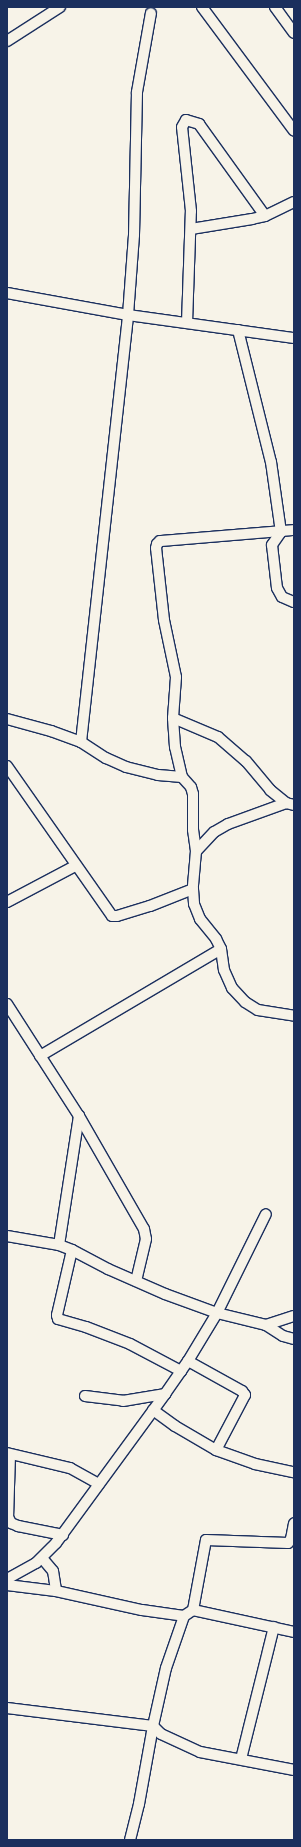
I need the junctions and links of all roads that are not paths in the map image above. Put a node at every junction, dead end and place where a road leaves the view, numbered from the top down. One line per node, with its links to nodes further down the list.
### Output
1 (60, 7): 6 (street)
2 (202, 7): 7 (street)
3 (275, 7): 5 (street)
4 (151, 13): 12 (street)
5 (294, 34)
6 (7, 41)
7 (294, 131)
8 (294, 202): 9 (street)
9 (265, 216): 10 (street); 10 (street)
10 (191, 229): 13 (street)
11 (7, 293): 12 (street)
12 (128, 315): 13 (street); 21 (street)
13 (187, 323): 14 (street)
14 (238, 330): 15 (street); 17 (street)
15 (294, 338)
16 (294, 530): 17 (street)
17 (281, 532): 18 (street); 19 (street)
18 (294, 602)
19 (173, 718): 23 (street); 24 (street)
20 (7, 719): 21 (street)
21 (81, 742): 23 (street)
22 (7, 766): 26 (street)
23 (182, 777): 25 (street)
24 (290, 804): 25 (street)
25 (196, 850): 27 (street)
26 (75, 866): 27 (street); 28 (street)
27 (193, 889): 29 (street)
28 (8, 899)
29 (221, 949): 31 (street); 32 (street)
30 (7, 1004): 32 (street)
31 (294, 1016)
32 (40, 1056): 33 (street)
33 (79, 1116): 36 (street); 38 (street)
34 (266, 1214): 39 (street)
35 (7, 1236): 36 (street)
36 (59, 1245): 37 (street)
37 (72, 1250): 38 (street); 44 (street)
38 (136, 1281): 39 (street)
39 (217, 1313): 41 (street); 43 (street)
40 (294, 1316): 41 (street)
41 (266, 1325): 42 (street)
42 (294, 1339)
43 (188, 1361): 44 (street); 48 (street)
44 (181, 1371): 45 (street)
45 (165, 1394): 46 (street); 47 (street)
46 (85, 1396)
47 (153, 1410): 48 (street); 51 (street)
48 (216, 1450): 50 (street)
49 (9, 1454): 51 (street); 53 (street)
50 (294, 1472)
51 (99, 1484): 53 (street)
52 (294, 1523): 58 (street)
53 (63, 1535): 54 (street)
54 (42, 1558): 55 (street); 57 (street)
55 (7, 1579)
56 (7, 1585): 57 (street)
57 (56, 1591): 59 (street)
58 (193, 1610): 59 (street); 60 (street)
59 (184, 1616): 63 (street)
60 (274, 1627): 61 (street); 64 (street)
61 (294, 1632)
62 (7, 1708): 63 (street)
63 (153, 1726): 64 (street); 66 (street)
64 (242, 1759): 65 (street)
65 (294, 1770)
66 (130, 1840)

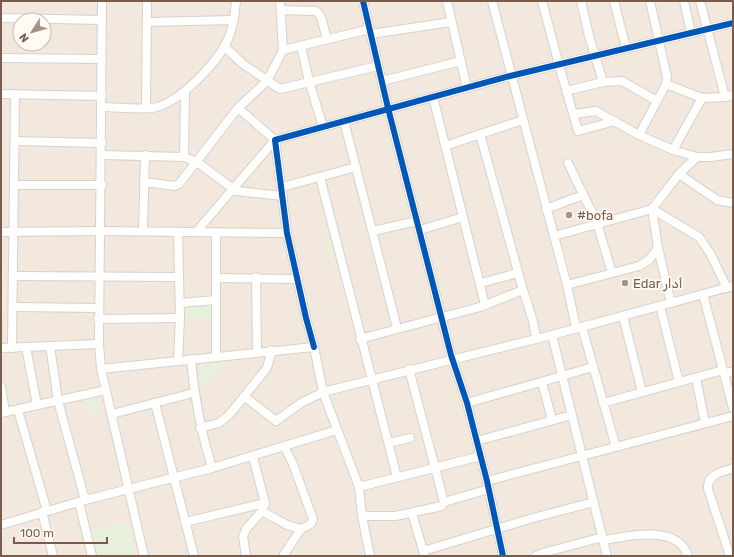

• [What is needed]: Only the pictures are to be dropped; the rest of the material above must be duplicated exactly.

• [Answer box]:
I need the junctions and links of all roads that are not paths in the map image above. Put a node at every junction, dead end and place where a road leaves the view, numbered from the top down. One line per node, with its links to nodes further down the list.
### Output
1 (60, 7): 6 (street)
2 (202, 7): 7 (street)
3 (275, 7): 5 (street)
4 (151, 13): 12 (street)
5 (294, 34)
6 (7, 41)
7 (294, 131)
8 (294, 202): 9 (street)
9 (265, 216): 10 (street); 10 (street)
10 (191, 229): 13 (street)
11 (7, 293): 12 (street)
12 (128, 315): 13 (street); 21 (street)
13 (187, 323): 14 (street)
14 (238, 330): 15 (street); 17 (street)
15 (294, 338)
16 (294, 530): 17 (street)
17 (281, 532): 18 (street); 19 (street)
18 (294, 602)
19 (173, 718): 23 (street); 24 (street)
20 (7, 719): 21 (street)
21 (81, 742): 23 (street)
22 (7, 766): 26 (street)
23 (182, 777): 25 (street)
24 (290, 804): 25 (street)
25 (196, 850): 27 (street)
26 (75, 866): 27 (street); 28 (street)
27 (193, 889): 29 (street)
28 (8, 899)
29 (221, 949): 31 (street); 32 (street)
30 (7, 1004): 32 (street)
31 (294, 1016)
32 (40, 1056): 33 (street)
33 (79, 1116): 36 (street); 38 (street)
34 (266, 1214): 39 (street)
35 (7, 1236): 36 (street)
36 (59, 1245): 37 (street)
37 (72, 1250): 38 (street); 44 (street)
38 (136, 1281): 39 (street)
39 (217, 1313): 41 (street); 43 (street)
40 (294, 1316): 41 (street)
41 (266, 1325): 42 (street)
42 (294, 1339)
43 (188, 1361): 44 (street); 48 (street)
44 (181, 1371): 45 (street)
45 (165, 1394): 46 (street); 47 (street)
46 (85, 1396)
47 (153, 1410): 48 (street); 51 (street)
48 (216, 1450): 50 (street)
49 (9, 1454): 51 (street); 53 (street)
50 (294, 1472)
51 (99, 1484): 53 (street)
52 (294, 1523): 58 (street)
53 (63, 1535): 54 (street)
54 (42, 1558): 55 (street); 57 (street)
55 (7, 1579)
56 (7, 1585): 57 (street)
57 (56, 1591): 59 (street)
58 (193, 1610): 59 (street); 60 (street)
59 (184, 1616): 63 (street)
60 (274, 1627): 61 (street); 64 (street)
61 (294, 1632)
62 (7, 1708): 63 (street)
63 (153, 1726): 64 (street); 66 (street)
64 (242, 1759): 65 (street)
65 (294, 1770)
66 (130, 1840)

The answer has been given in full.